[RFC 1/1] net/tls(TLS_SW): Handle -ENOSPC error return from device/AES-NI

Pooja Trivedi <poojatrivedi@xxxxxxxxx> · Wed, 7 Oct 2020 15:19:47 -0400

When an -ENOSPC error code is returned by the crypto device or AES-NI
layer, TLS SW path sets an EBADMSG on the socket causing the
application to fail.  In an attempt to address the -ENOSPC in the TLS
SW path, changes were made in tls_sw_sendpage path to trim current
payload off the plain and encrypted messages, and send a 'zero bytes
copied' return to the application.  The following diff shows those
changes:

diff --git a/net/tls/tls_sw.c b/net/tls/tls_sw.c
index 9a3d9fedd7aa..4dce4668cb07 100644
--- a/net/tls/tls_sw.c
+++ b/net/tls/tls_sw.c
@@ -762,7 +762,7 @@ static int tls_push_record(struct sock *sk, int flags,
  rc = tls_do_encryption(sk, tls_ctx, ctx, req,
        msg_pl->sg.size + prot->tail_size, i);
  if (rc < 0) {
-               if (rc != -EINPROGRESS) {
+              if ((rc != -EINPROGRESS) && (rc != -ENOSPC)) {
                            tls_err_abort(sk, EBADMSG);
                            if (split) {

tls_ctx->pending_open_record_frags = true;

@@ -1073,8 +1073,15 @@ int tls_sw_sendmsg(struct sock *sk, struct
msghdr *msg, size_t size)
  else if (ret == -ENOMEM)
               goto wait_for_memory;
  else if (ret != -EAGAIN) {
-              if (ret == -ENOSPC)
+             if (ret == -ENOSPC) {
                          ret = 0;
                          copied -= try_to_copy;
                          iov_iter_revert(&msg->msg_iter,
msg_pl->sg.size - orig_size);
                          tls_trim_both_msgs(sk, orig_size);
               }
               goto send_end;
     }
  }

@@ -1150,6 +1157,7 @@ static int tls_sw_do_sendpage(struct sock *sk,
struct page *page,
  ssize_t copied = 0;
  bool full_record;
  int record_room;
+ int orig_size;
  int ret = 0;
  bool eor;

@@ -1175,7 +1183,7 @@ static int tls_sw_do_sendpage(struct sock *sk,
struct page *page,
  }

  msg_pl = &rec->msg_plaintext;
-
+ orig_size = msg_pl->sg.size;
  full_record = false;
  record_room = TLS_MAX_PAYLOAD_SIZE - msg_pl->sg.size;
  copy = size;

@@ -1219,8 +1227,12 @@ static int tls_sw_do_sendpage(struct sock *sk,
struct page *page,

  else if (ret == -ENOMEM)
             goto wait_for_memory;
  else if (ret != -EAGAIN) {
-            if (ret == -ENOSPC)
+           if (ret == -ENOSPC) {
+                      tls_trim_both_msgs(sk, orig_size);
                        copied -= copy;
                        ret = 0;
              }
              goto sendpage_end;
   }
  }


However, when above patch was tried, the application tried to send
remaining data based on the offset as expected, but encryption failed
due to data integrity issues.  Further debugging revealed that
sk_msg_trim(), called by tls_trim_both_msgs() does not update the page
frag offset.  It seems like sk_msg_trim() needs to subtract the trim
length from the pfrag->offset corresponding to how the sk_msg_alloc()
call increments the pfrag-->offset with the length it charges to the
socket via sk_mem_charge().
When sk_msg_trim() calls sk_mem_uncharge() to uncharge trim length off
the socket, it should also perform
           pfrag->offset -= trim;

While the sk_msg_trim() pfrag->offset subtraction change hasn't been
tried yet, the following hack in TLS layer has been tried and has
correctly worked.
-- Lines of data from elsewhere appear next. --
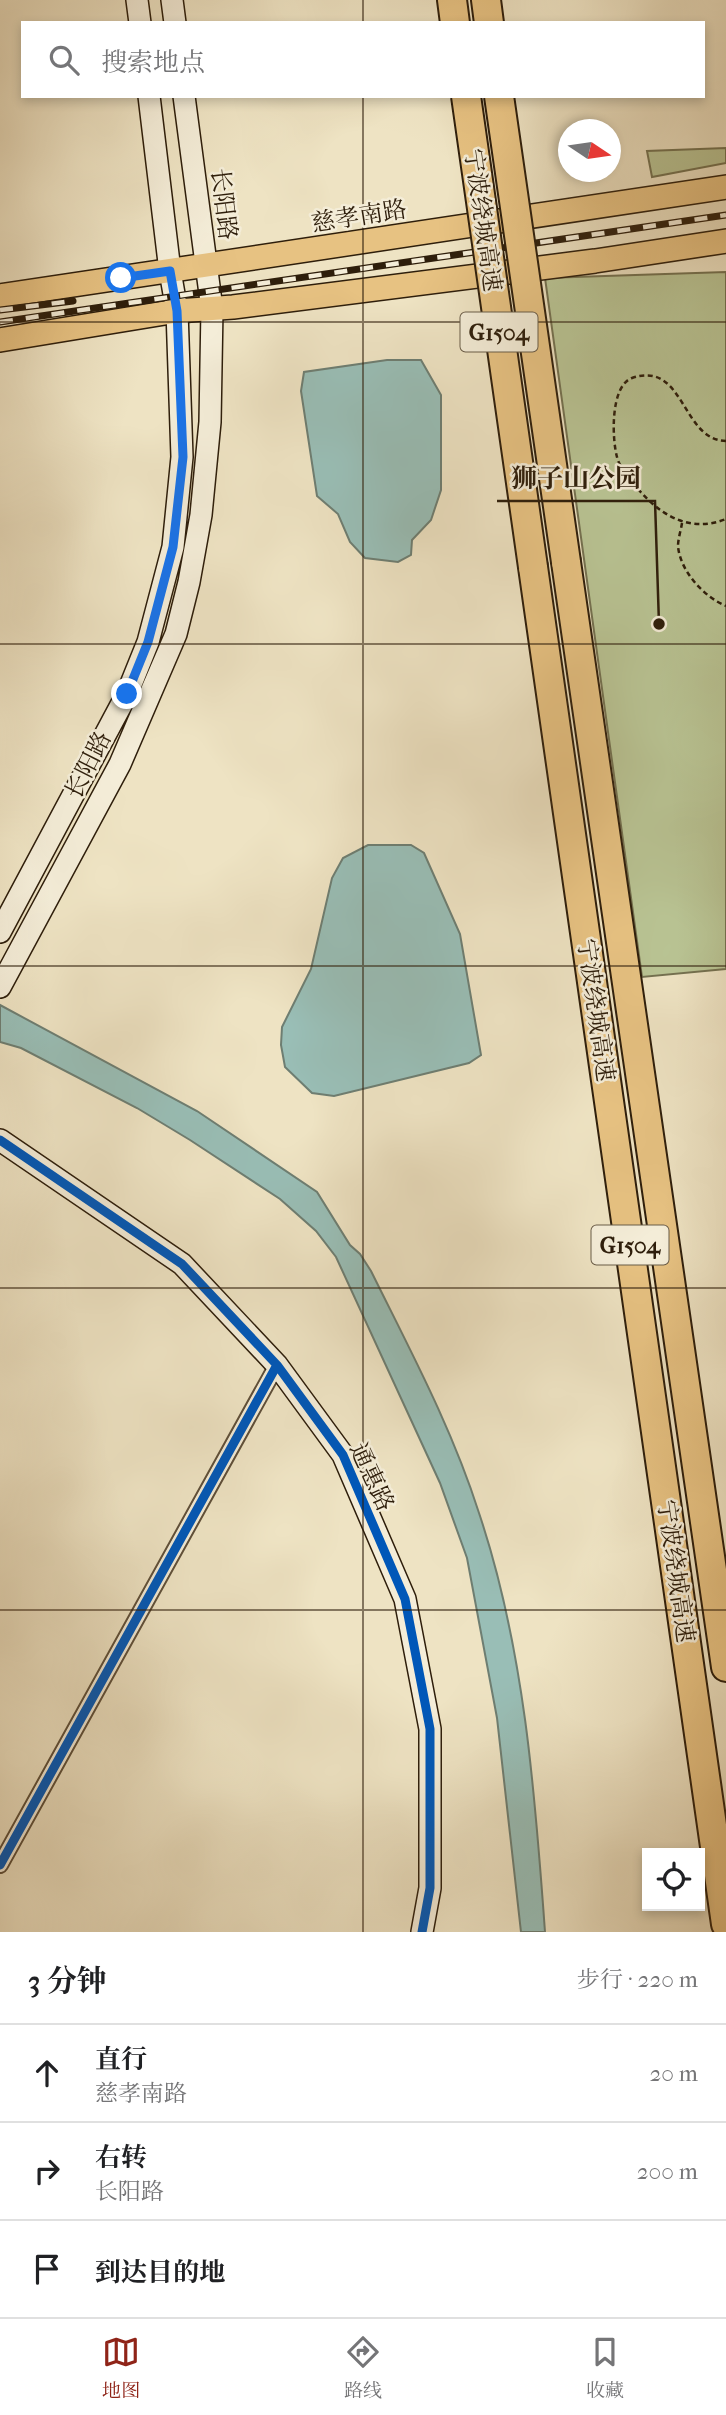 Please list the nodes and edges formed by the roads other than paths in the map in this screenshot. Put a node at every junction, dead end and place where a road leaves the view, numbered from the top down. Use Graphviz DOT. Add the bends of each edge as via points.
graph roads {
  1 [pos="137,0"];
  2 [pos="172,0"];
  3 [pos="452,0"];
  4 [pos="486,0"];
  5 [pos="140,21"];
  6 [pos="175,21"];
  7 [pos="455,21"];
  8 [pos="489,21"];
  9 [pos="149,98"];
  10 [pos="184,98"];
  11 [pos="466,98"];
  12 [pos="499,98"];
  13 [pos="726,187"];
  14 [pos="726,241"];
  15 [pos="206,265"];
  16 [pos="170,271"];
  17 [pos="0,296"];
  18 [pos="212,309"];
  19 [pos="177,311"];
  20 [pos="0,340"];
  21 [pos="0,932"];
  22 [pos="0,987"];
  23 [pos="0,1140"];
  24 [pos="276,1365"];
  25 [pos="726,1667"];
  26 [pos="0,1865"];
  27 [pos="726,1924"];
  28 [pos="422,1932"];
  1 -- 5 [label="main road"];
  2 -- 6 [label="main road"];
  3 -- 7 [label="highway"];
  4 -- 8 [label="highway"];
  9 -- 16 [label="main road, 长阳路"];
  10 -- 15 [label="main road, 长阳路"];
  11 -- 27 [label="highway, 宁波绕城高速 / G1504, bridge"];
  12 -- 25 [label="highway, 宁波绕城高速 / G1504, bridge"];
  13 -- 15 [label="main road, 慈孝南路"];
  14 -- 18 [label="main road"];
  15 -- 16 [label="main road, 慈孝南路"];
  15 -- 18 [label="main road, 长阳路"];
  16 -- 17 [label="main road, 慈孝南路"];
  16 -- 19 [label="main road, 长阳路"];
  18 -- 19 [label="main road"];
  18 -- 22 [label="main road, 长阳路" via="210,422 201,515 176,634 120,764"];
  19 -- 20 [label="main road"];
  19 -- 21 [label="main road, 长阳路" via="183,457 173,547 148,642 127,694"];
  23 -- 24 [label="main road, 通惠路" via="182,1264"];
  24 -- 26 [label="street"];
  24 -- 28 [label="main road, 通惠路" via="343,1455 405,1599 429,1729 430,1888"];
}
This proves that the above observation/theory
regarding pfrag->offset update would be the fix:


+                                       if (ret == -ENOSPC) {
+                                               struct page_frag *pfrag;
+                                               tls_trim_both_msgs(sk,
orig_size);
+
+                                               copied -= copy;
+                                               pfrag = sk_page_frag(sk);
+                                               pfrag->offset -= copy;


What are your thoughts on the best way to fix the issue?
sk_msg_trim() seems like the most logical place, but
suggestions/comments/questions are welcome.

Another thing to think about is whether -EBUSY should be handled
similarly. Vendors have differences and the conditions under which
these error codes are returned are not very consistent when the sidecar
device path is involved.